We zipped past headquarters to a new refuge endeavor, Warbler Vista, a wooden observation stand in the making. The contracted carpenters grinned as we looked at the progress. I followed Chuck down the nearby slope on a trail recently constructed through junipers. Somewhere, we heard the familiar refrain of a Golden-cheeked Warbler. We located the songster with little difficulty. A different song came out of the junipers further down the slope. Chuck announced that we were hearing song “B,” a song I would not have recognized. Again, we located the male, and I watched it sing.
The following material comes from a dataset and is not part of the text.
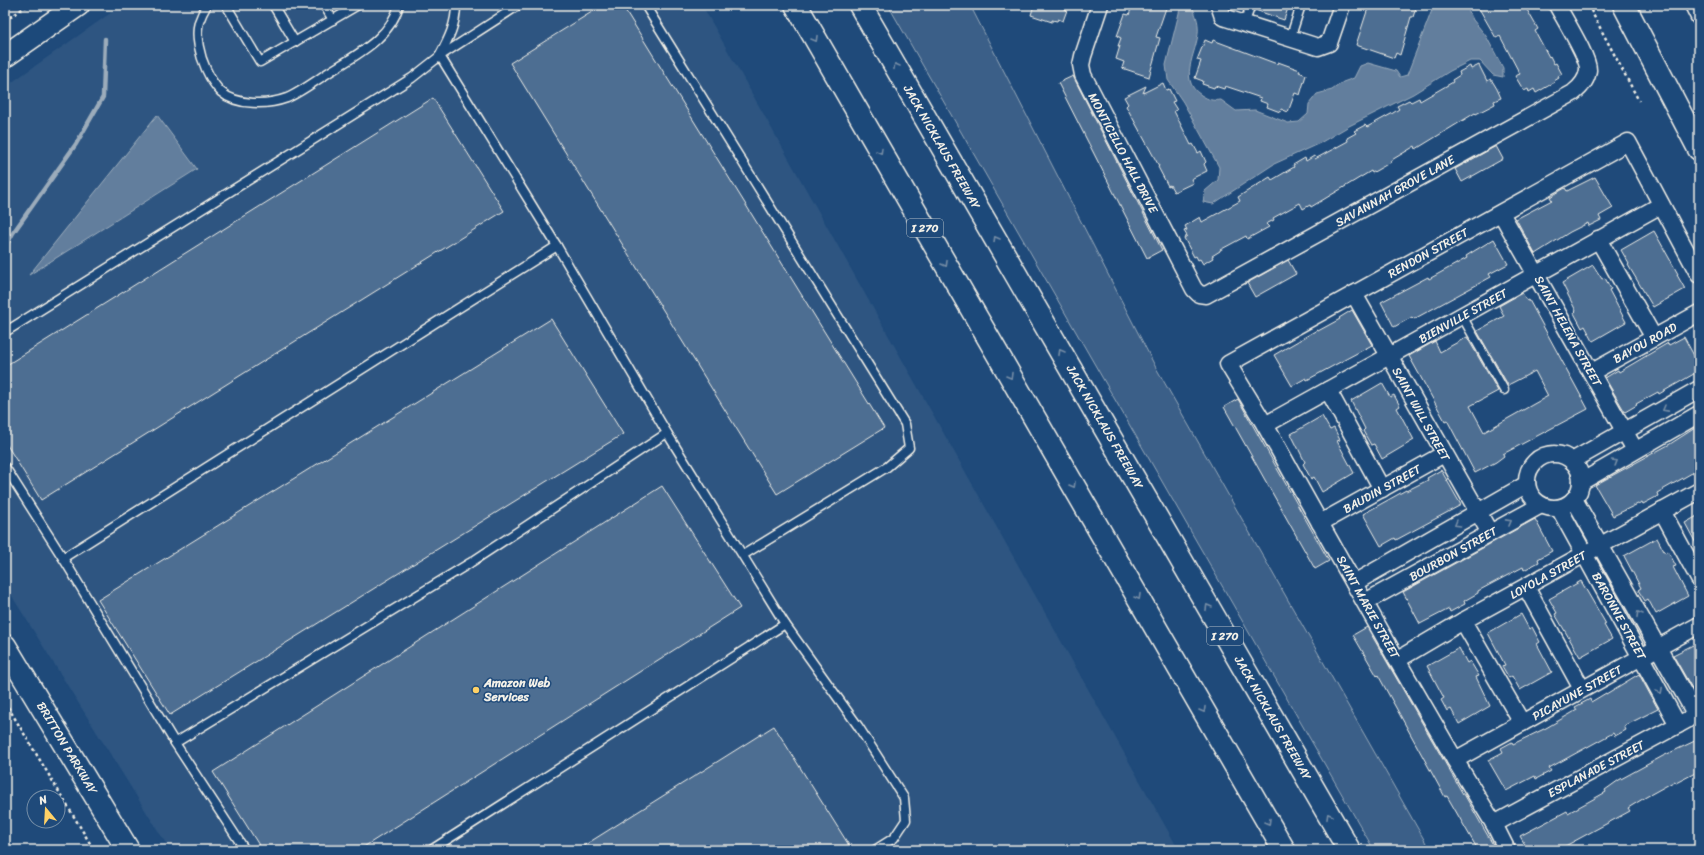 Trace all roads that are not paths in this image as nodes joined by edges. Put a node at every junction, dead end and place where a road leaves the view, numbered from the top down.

During the drive between tracts I learned that Chuck, who said he was “a 60s surfer-guy from Orange County, California,” worked in the field with Joe Marshall on Botteri’s Sparrows and knew my former next-door office mate, Roger Clapp. We stopped on the return to headquarters at a private residence drive where Chuck showed me a plant he discovered in 1989. The small whip of greenery known as Croton alabamensis var, texensis is a variety of Alabama Croton, a rare shrub confined to none other than Alabama. I thought he was kidding when he laughingly called it the Texabama Croton, but that seems to be its “official” English name.
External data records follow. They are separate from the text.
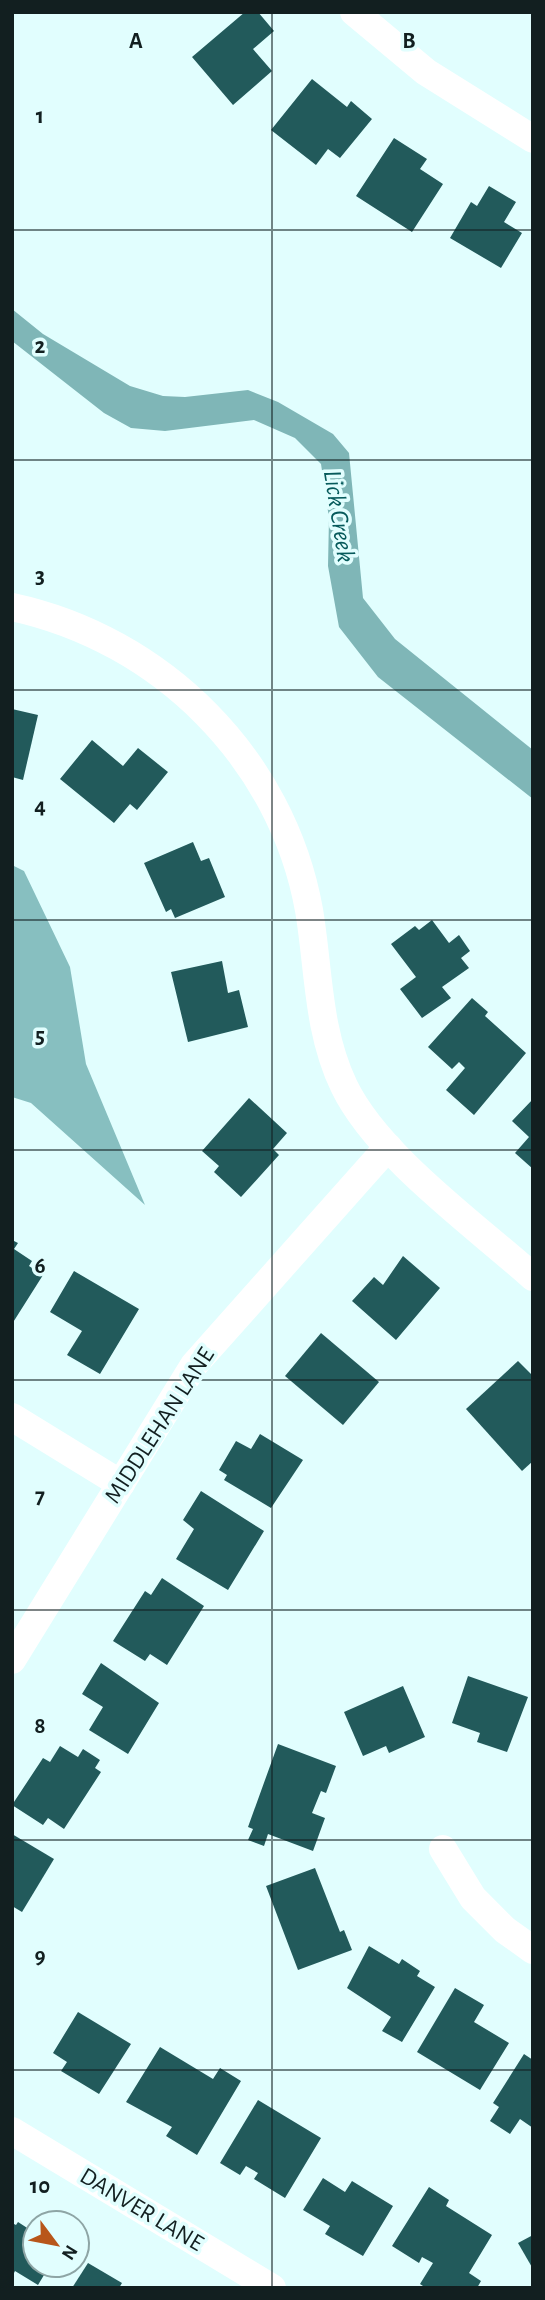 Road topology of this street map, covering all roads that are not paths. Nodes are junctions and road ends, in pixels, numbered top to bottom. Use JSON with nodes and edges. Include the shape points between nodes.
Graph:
{"nodes":[{"id":1,"x":354,"y":12,"type":"edge"},
{"id":2,"x":533,"y":139,"type":"edge"},
{"id":3,"x":12,"y":607,"type":"edge"},
{"id":4,"x":388,"y":1147,"type":"junction"},
{"id":5,"x":533,"y":1277,"type":"edge"},
{"id":6,"x":12,"y":1417,"type":"edge"},
{"id":7,"x":121,"y":1483,"type":"junction"},
{"id":8,"x":12,"y":1660,"type":"edge"},
{"id":9,"x":443,"y":1849,"type":"dead end"},
{"id":10,"x":533,"y":1950,"type":"edge"},
{"id":11,"x":12,"y":2131,"type":"edge"},
{"id":12,"x":272,"y":2288,"type":"edge"}],
"edges":[{"from":1,"to":2,"type":"street","via":[[426,72]]},
{"from":3,"to":4,"type":"street","via":[[85,629],[152,667],[214,720],[246,759],[283,826],[302,881],[322,1020],[336,1065],[357,1109]]},
{"from":4,"to":5,"type":"street"},
{"from":4,"to":7,"type":"street","name":"MIDDLEHAN LANE","via":[[194,1364]]},
{"from":6,"to":7,"type":"street"},
{"from":7,"to":8,"type":"street","name":"MIDDLEHAN LANE"},
{"from":9,"to":10,"type":"street","via":[[473,1898]]},
{"from":11,"to":12,"type":"street","name":"DANVER LANE"}]} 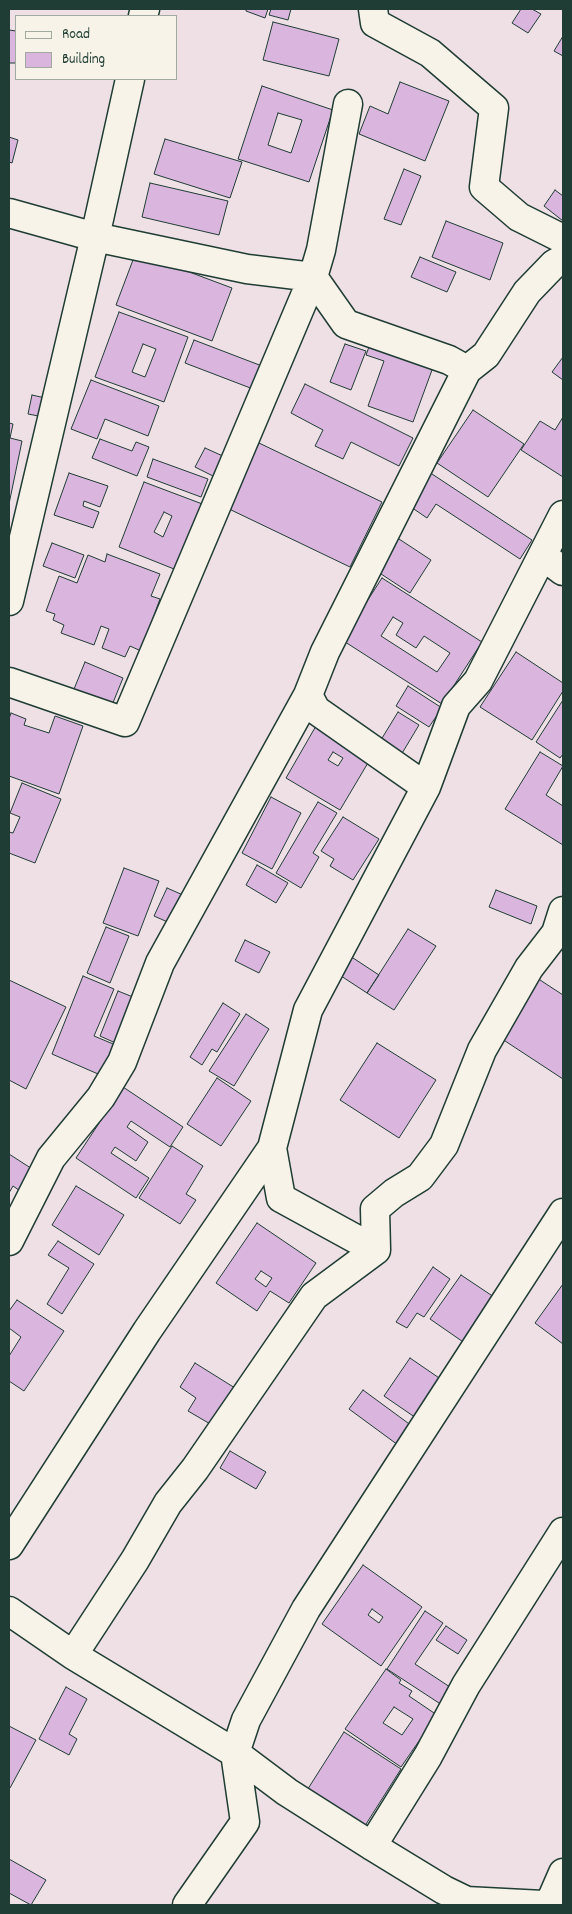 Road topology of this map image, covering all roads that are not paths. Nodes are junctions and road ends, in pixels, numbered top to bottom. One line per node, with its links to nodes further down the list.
1 (373, 9): 6 (street)
2 (130, 80): 5 (street)
3 (348, 104): 8 (street)
4 (9, 213): 5 (street)
5 (95, 237): 8 (street); 12 (street)
6 (563, 238)
7 (563, 258): 9 (street)
8 (313, 277): 9 (street); 13 (street)
9 (467, 370): 14 (street)
10 (563, 515): 11 (street)
11 (553, 563): 15 (street)
12 (9, 601)
13 (9, 682)
14 (308, 695): 15 (street); 19 (street)
15 (426, 786): 17 (street)
16 (563, 911): 20 (street)
17 (272, 1148): 20 (street); 22 (street)
18 (563, 1213): 25 (street)
19 (9, 1241)
20 (376, 1250): 24 (street)
21 (563, 1532): 26 (street)
22 (9, 1545)
23 (9, 1611): 24 (street)
24 (74, 1655): 25 (street)
25 (235, 1753): 26 (street); 29 (street)
26 (372, 1846): 28 (street)
27 (563, 1873): 31 (street)
28 (470, 1903): 30 (street)
29 (187, 1905)
30 (543, 1905)
31 (549, 1905) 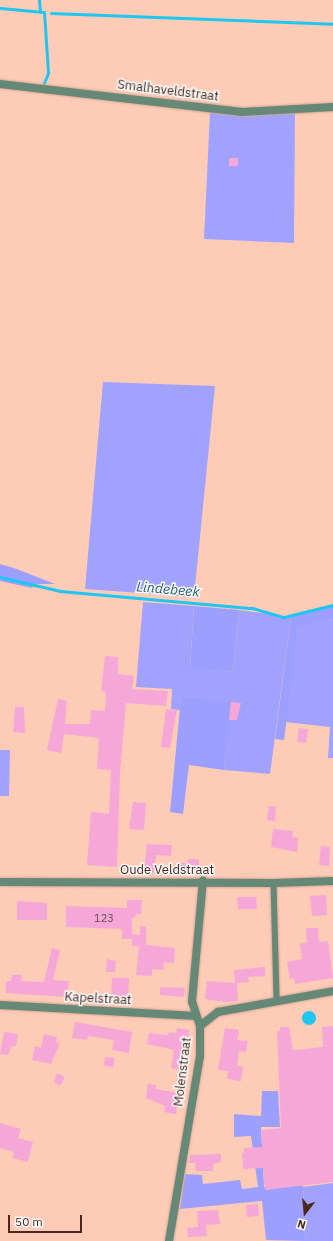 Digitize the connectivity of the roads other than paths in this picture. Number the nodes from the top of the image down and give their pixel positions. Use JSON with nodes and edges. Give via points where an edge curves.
{"nodes":[{"id":1,"x":0,"y":84,"type":"edge"},
{"id":2,"x":333,"y":107,"type":"edge"},
{"id":3,"x":202,"y":881,"type":"junction"},
{"id":4,"x":333,"y":881,"type":"edge"},
{"id":5,"x":0,"y":882,"type":"edge"},
{"id":6,"x":274,"y":883,"type":"junction"},
{"id":7,"x":333,"y":991,"type":"edge"},
{"id":8,"x":277,"y":1000,"type":"junction"},
{"id":9,"x":0,"y":1005,"type":"edge"},
{"id":10,"x":196,"y":1016,"type":"junction"},
{"id":11,"x":200,"y":1026,"type":"junction"},
{"id":12,"x":169,"y":1241,"type":"edge"}],
"edges":[{"from":1,"to":2,"type":"street","name":"Smalhaveldstraat","via":[[242,112]]},
{"from":3,"to":5,"type":"street","name":"Oude Veldstraat"},
{"from":3,"to":6,"type":"street","name":"Oude Veldstraat"},
{"from":3,"to":10,"type":"street","name":"Molenstraat","via":[[192,1001]]},
{"from":4,"to":6,"type":"street","name":"Oude Veldstraat"},
{"from":6,"to":8,"type":"lane"},
{"from":7,"to":8,"type":"street"},
{"from":8,"to":11,"type":"street","via":[[218,1012]]},
{"from":9,"to":10,"type":"street","name":"Kapelstraat"},
{"from":10,"to":11,"type":"street","name":"Molenstraat"},
{"from":11,"to":12,"type":"street","name":"Molenstraat","via":[[200,1056]]}]}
Failing to negotiate Chuck’s direction to the city center of Austin, I had to back track to find the Town Lake area. Monk Parakeets had nested in the area. I found an old nest heaped over a flood light of a ballpark. The nest and the clean ground below suggested it had been abandoned for considerable time. A passerby, curious about my binoculared attire, asked what I was looking for, and then commented he had seen the birds a week earlier. I searched for an hour before giving up and threading my way to the southern side of the city. Road construction in Austin, as in many rapidly growing cities, offers many unique opportunities for getting lost. As I rushed from light to rush hour light, I wondered why people often underestimate how much travel time is needed to go from A to B. I still do not understand how anyone but perhaps a lead-footed local resident could travel from Austin to the headquarters of Balcones refuge in 45 minutes. I also lamented the fact that so many people, excluding Chuck, have lost the ability to give proper directions, who do not know north from south or names of roads. Linda and I were becoming sadly aware that asking most people under 30 was asking for frustration. Then, we met a birder who planned to be in southern Oregon and was looking for Mountain Quail. We, I hope, told him correctly how to find a remote covey not far from our home. My only difficult time with bad direction in the 60s was trying to drive to Sapsucker Woods at Cornell University. Of course, there was a more recent encounter with a Boston police officer. Dick Banks and I had become lost on our way to the Museum of Comparative Zoology in Cambridge, Massachusetts. I leaned out the car window and asked the officer how to I could get to Harvard University. He said, “Study hard.”